Milutin Marinović (Veliko Gradište, Austrian Empire, 29 August 1861 - Belgrade, Serbia, Kingdom of Yugoslavia, 1941) was a Serbian and Yugoslav army general.

==Early life and education==
Marinović finished elementary school and seven grades of Gymnasium in Belgrade. He joined the army as a cadet of the 13th class of the Military Academy on 1 October 1880. He graduated on 2 August 1883 and was promoted to the rank of infantry lieutenant. As early as October 1884, he enrolled at the Higher School of the Military Academy. His schooling was interrupted by the Serbo-Bulgarian War, though he completed his courses successfully in 1887. In the same year, as a state cadet, he was sent to Imperial Russia for a one-year training, where he served in the units of the Petrograd garrison and attended classes at the officer's school in Oranienbaum, west of St. Petersburg.

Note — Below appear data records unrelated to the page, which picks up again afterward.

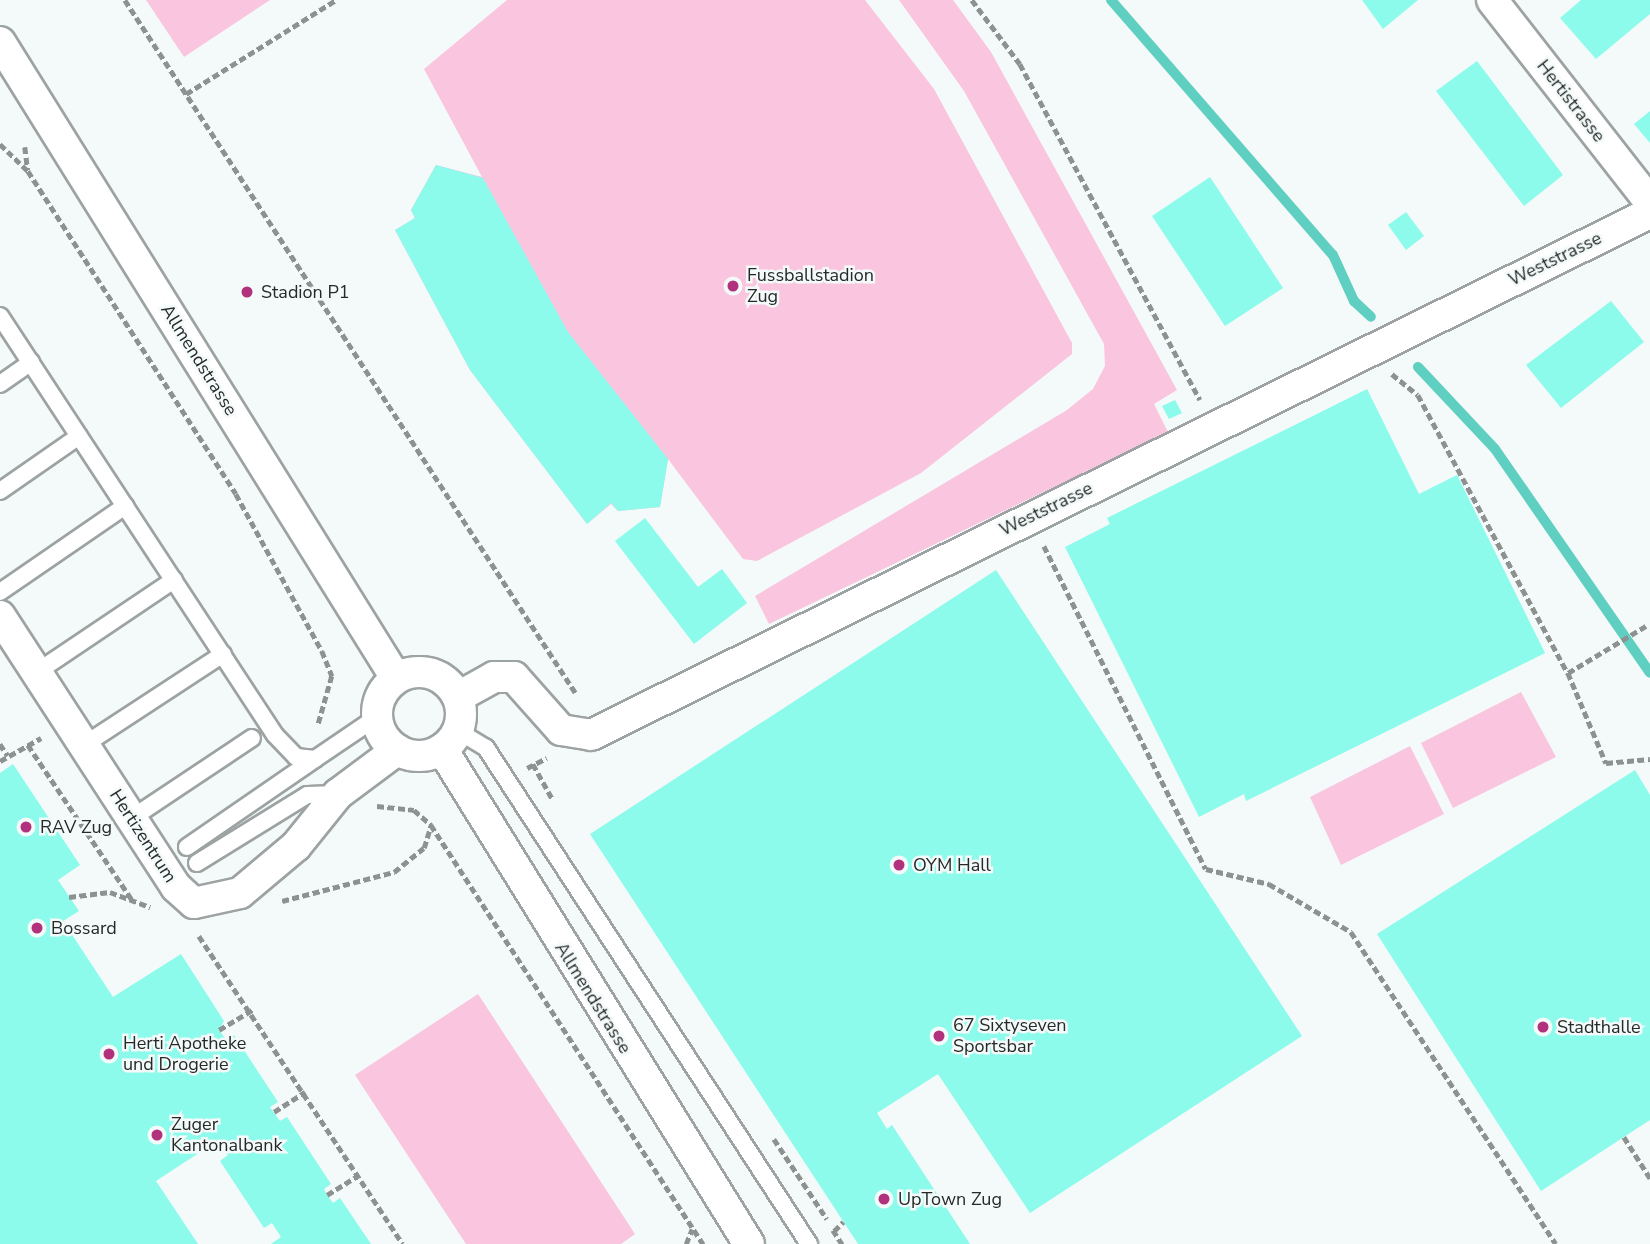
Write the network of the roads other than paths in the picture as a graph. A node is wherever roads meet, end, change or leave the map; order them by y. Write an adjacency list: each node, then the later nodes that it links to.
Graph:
1 (1492, 0): 3 (street, Hertistrasse)
2 (3, 53): 16 (street, Allmendstrasse)
3 (1650, 202)
4 (1650, 213): 17 (street, Weststrasse)
5 (0, 316): 6 (lane)
6 (31, 362): 7 (lane); 8 (lane)
7 (0, 384)
8 (79, 436): 9 (lane); 10 (lane)
9 (0, 491)
10 (125, 506): 11 (lane); 12 (lane)
11 (174, 580): 14 (lane); 15 (lane)
12 (0, 593)
13 (0, 615): 15 (street, Hertizentrum)
14 (222, 654): 19 (lane); 23 (lane)
15 (37, 672): 19 (street, Hertizentrum)
16 (396, 678): 17 (street); 18 (street)
17 (458, 697): 21 (street)
18 (377, 717): 22 (street); 23 (lane)
19 (77, 735): 25 (street, Hertizentrum)
20 (252, 738): 25 (lane)
21 (450, 740): 22 (street); 28 (street, Allmendstrasse); 29 (lane)
22 (397, 750): 24 (street, Hertizentrum)
23 (315, 759): 26 (lane)
24 (338, 794): 25 (street, Hertizentrum); 27 (lane)
25 (132, 818)
26 (187, 847)
27 (197, 863)
28 (749, 1244)
29 (809, 1244)

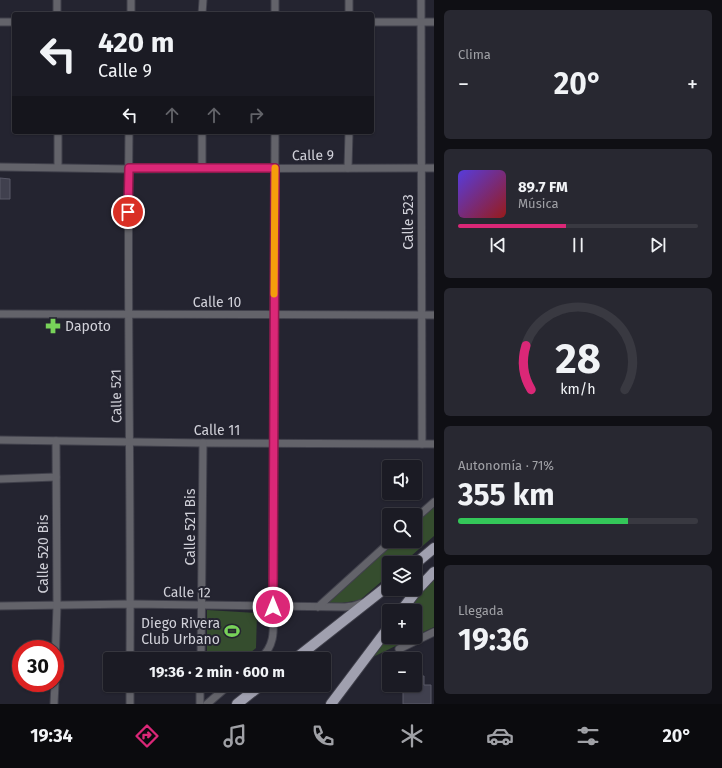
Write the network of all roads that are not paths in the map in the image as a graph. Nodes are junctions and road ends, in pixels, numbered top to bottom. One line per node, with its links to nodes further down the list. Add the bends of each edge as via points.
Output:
1 (57, 0): 7 (street)
2 (131, 0): 8 (street)
3 (203, 0): 9 (street)
4 (275, 0): 10 (street)
5 (349, 0): 11 (street)
6 (421, 0): 15 (street, Calle 523)
7 (57, 12)
8 (131, 12)
9 (202, 12)
10 (275, 12)
11 (349, 12)
12 (0, 22): 13 (street)
13 (12, 22)
14 (374, 22): 15 (street)
15 (422, 22): 16 (street); 28 (street, Calle 523)
16 (434, 22)
17 (58, 134): 23 (street)
18 (129, 134): 24 (street, Calle 521)
19 (202, 134): 25 (street)
20 (275, 134): 26 (street)
21 (349, 134): 27 (street)
22 (0, 167): 23 (street, Calle 9)
23 (58, 167): 24 (street, Calle 9)
24 (129, 168): 25 (street, Calle 9); 31 (street, Calle 521)
25 (202, 168): 26 (street, Calle 9)
26 (275, 168): 27 (street, Calle 9); 32 (street)
27 (348, 168): 28 (street, Calle 9)
28 (422, 168): 29 (street, Calle 9); 33 (street, Calle 523)
29 (434, 168)
30 (0, 314): 31 (street, Calle 10)
31 (128, 314): 32 (street, Calle 10); 37 (street, Calle 521)
32 (274, 315): 33 (street, Calle 10); 39 (street)
33 (421, 315): 34 (street, Calle 10); 40 (street, Calle 523)
34 (434, 315)
35 (0, 440): 36 (street, Calle 11)
36 (56, 441): 37 (street, Calle 11); 42 (street, Calle 520 Bis)
37 (130, 442): 38 (street, Calle 11); 52 (street, Calle 521)
38 (203, 443): 39 (street, Calle 11); 55 (street, Calle 521 Bis)
39 (274, 443): 40 (street, Calle 11); 57 (street)
40 (422, 444): 41 (street, Calle 11)
41 (434, 444)
42 (56, 477): 43 (street); 54 (street, Calle 520 Bis)
43 (0, 479)
44 (434, 502): 45 (street)
45 (422, 513)
46 (383, 548): 58 (street)
47 (434, 548): 48 (main road)
48 (422, 558)
49 (434, 572): 53 (main road)
50 (382, 591): 51 (main road)
51 (372, 600): 58 (street, Calle 12, via 353,606); 66 (main road)
52 (131, 604): 54 (street, Calle 12); 55 (street, Calle 12); 63 (street, Calle 521)
53 (406, 604)
54 (57, 605): 56 (street, Calle 12); 61 (street, Calle 520 Bis)
55 (202, 605): 57 (street, Calle 12); 64 (street, Calle 521 Bis)
56 (0, 606)
57 (273, 607): 58 (street, Calle 12); 65 (street, via 272,642)
58 (318, 607)
59 (434, 632): 62 (street)
60 (382, 636): 77 (main road)
61 (56, 640)
62 (399, 649)
63 (130, 652)
64 (201, 652)
65 (266, 652)
66 (304, 652)
67 (55, 692): 72 (street)
68 (130, 692): 73 (street)
69 (200, 692): 74 (street)
70 (221, 692): 75 (street)
71 (252, 692): 76 (main road)
72 (54, 704)
73 (130, 704)
74 (200, 704)
75 (207, 704)
76 (237, 704)
77 (331, 704)

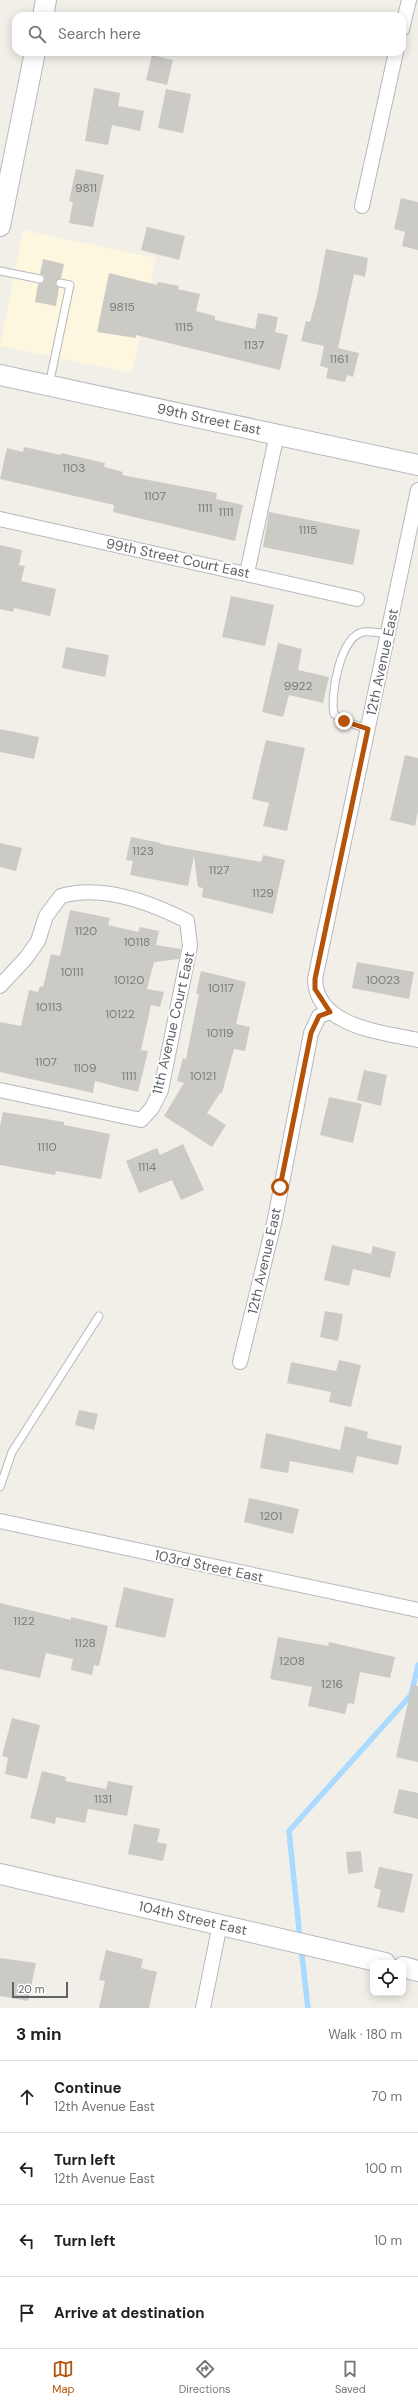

After graduating from the Military Academy, he was first appointed a sergeant in the Danube Infantry Regiment. He was on this duty for a short time, because he started attending the Higher School of the Military Academy in October 1884.

==Military and political career==
Due to the war with Bulgaria, he dropped out of school, and in September 1885 he was appointed acting company commander in the 4th Infantry Regiment. He participated in war operations with that unit. During 1886 and 1887, he continued his interrupted schooling. After finishing school, in June 1887, he was returned as a sergeant in the Danube Infantry Regiment. After returning from school in Russia, in October 1888, he was appointed a sergeant in the cadet company of the Military Academy. In January of the following year, he became a professor at the Military Academy for the subjects of service rules and infantry execution rules.

From 24 October 1891 to 1 June 1894, he was in preparation for a General Staff officer, from 1891 to the end of 1893 he was in the General Staff, and in 1894 in the General Staff Department of the General Military Department of the Ministry of War. He returned to the troupe from 1 June 1894, first as acting and then commander of the 3rd Guards Battalion. He was in that position until 17 October 1897, from when he headed the Infantry Non-Commissioned Officer School until 1 February 1898.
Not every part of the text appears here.